PA Pays its Way in Grains
Author: Dr Matt McCallum

Does investing in precision agriculture (PA) pay?  That is the question commonly posed by producers in all industry sectors.  Two projects supported by GRDC and the SA Grains Industry Trust, have generated case studies on the economics of PA using real data from 12 grain growers in WA, NSW and SA.  Both projects showed investment in PA provided annual improvements in gross margin that can result in capital payback within three years.  Complete copies of both reports are available on the SPAA website - www.spaa.com.au

SPAA research project ‘Case Studies on the Economics of Precision Agriculture in South Australia’ quantified the economic benefits of investment in PA on six grain growing properties, in different cropping regions of SA.  Researched by Matthew McCallum, McCallum Agribusiness Consulting, the project gathered information on:

• Area of cropping program, crops grown, crop yields, gross margins, rainfall, soil types;
• Variable input costs including: fuel, fertiliser, seed, pesticides, machinery and labour per hectare;
• GPS and PA equipment purchases, costs and purpose;
• Evidence that PA is working on their farm for example less overlap, or variable rate applications;
• Other benefits of PA for example conducting on-farm agronomic trials and experiments.

This data was collated, analysed and a case study written on each farm. 

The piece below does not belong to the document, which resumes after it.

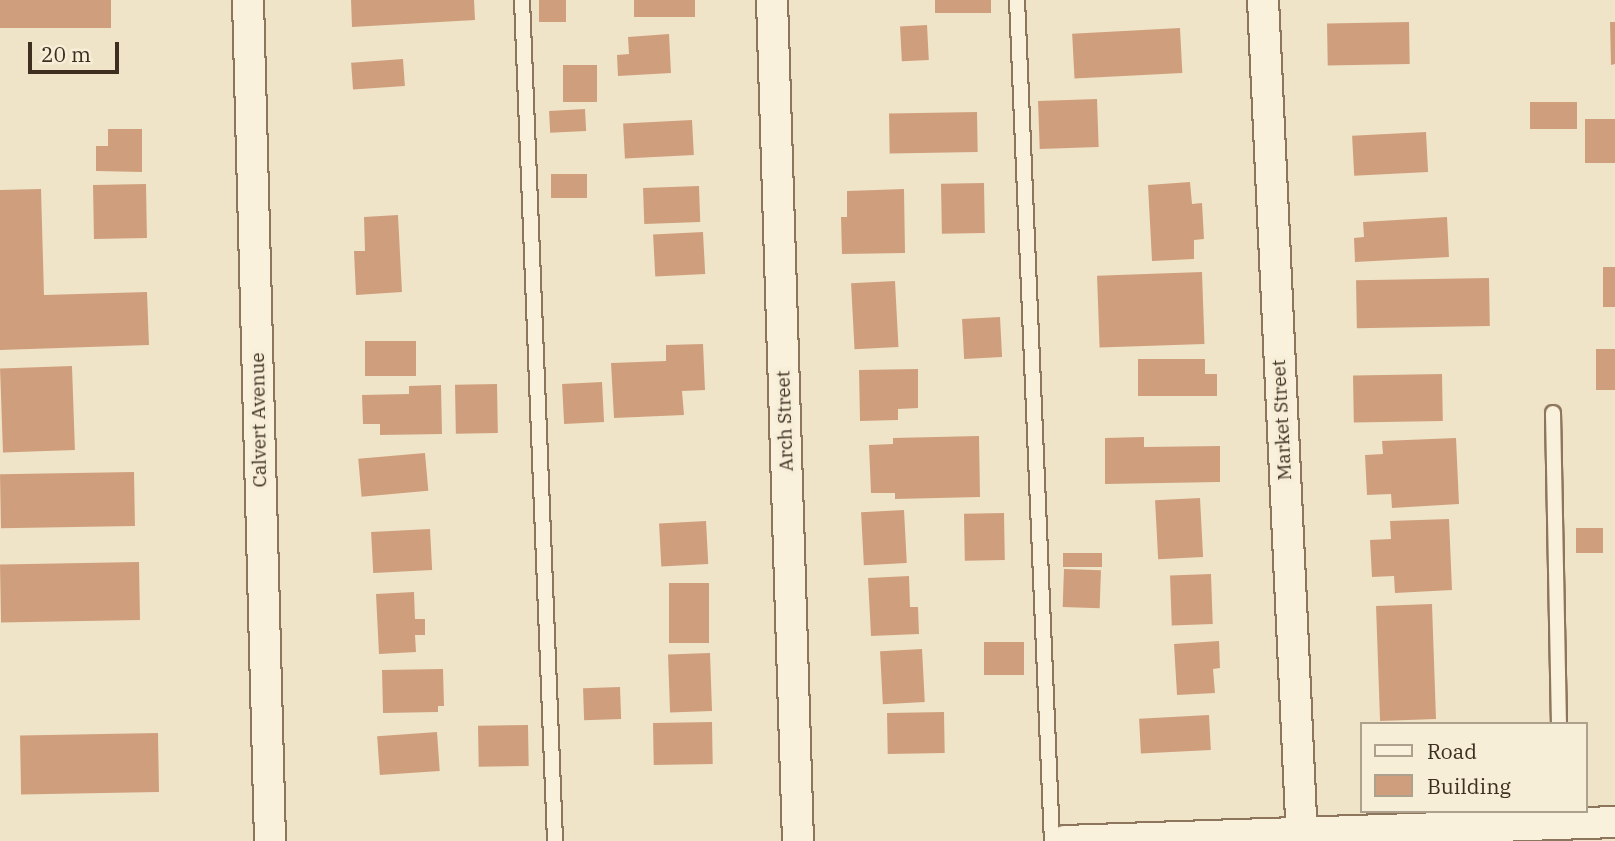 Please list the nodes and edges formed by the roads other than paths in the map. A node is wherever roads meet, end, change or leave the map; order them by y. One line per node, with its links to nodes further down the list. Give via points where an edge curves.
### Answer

Tables 1 and 2 summarise the farms involved, and the costs and benefits from PA.  In each case the annual benefits from cost savings and increased production were enough to cover the cost of purchasing guidance and auto-steer equipment within one to five years.  The savings in overlap per hectare (Table 3) are generally lower than in the CSIRO study, this may be due to farmers in the SA study being owner-operators or employing regular staff while the WA study farmers may use more casual labour.  In SA air-seeder width is generally 20% less than in WA, which could influence this difference.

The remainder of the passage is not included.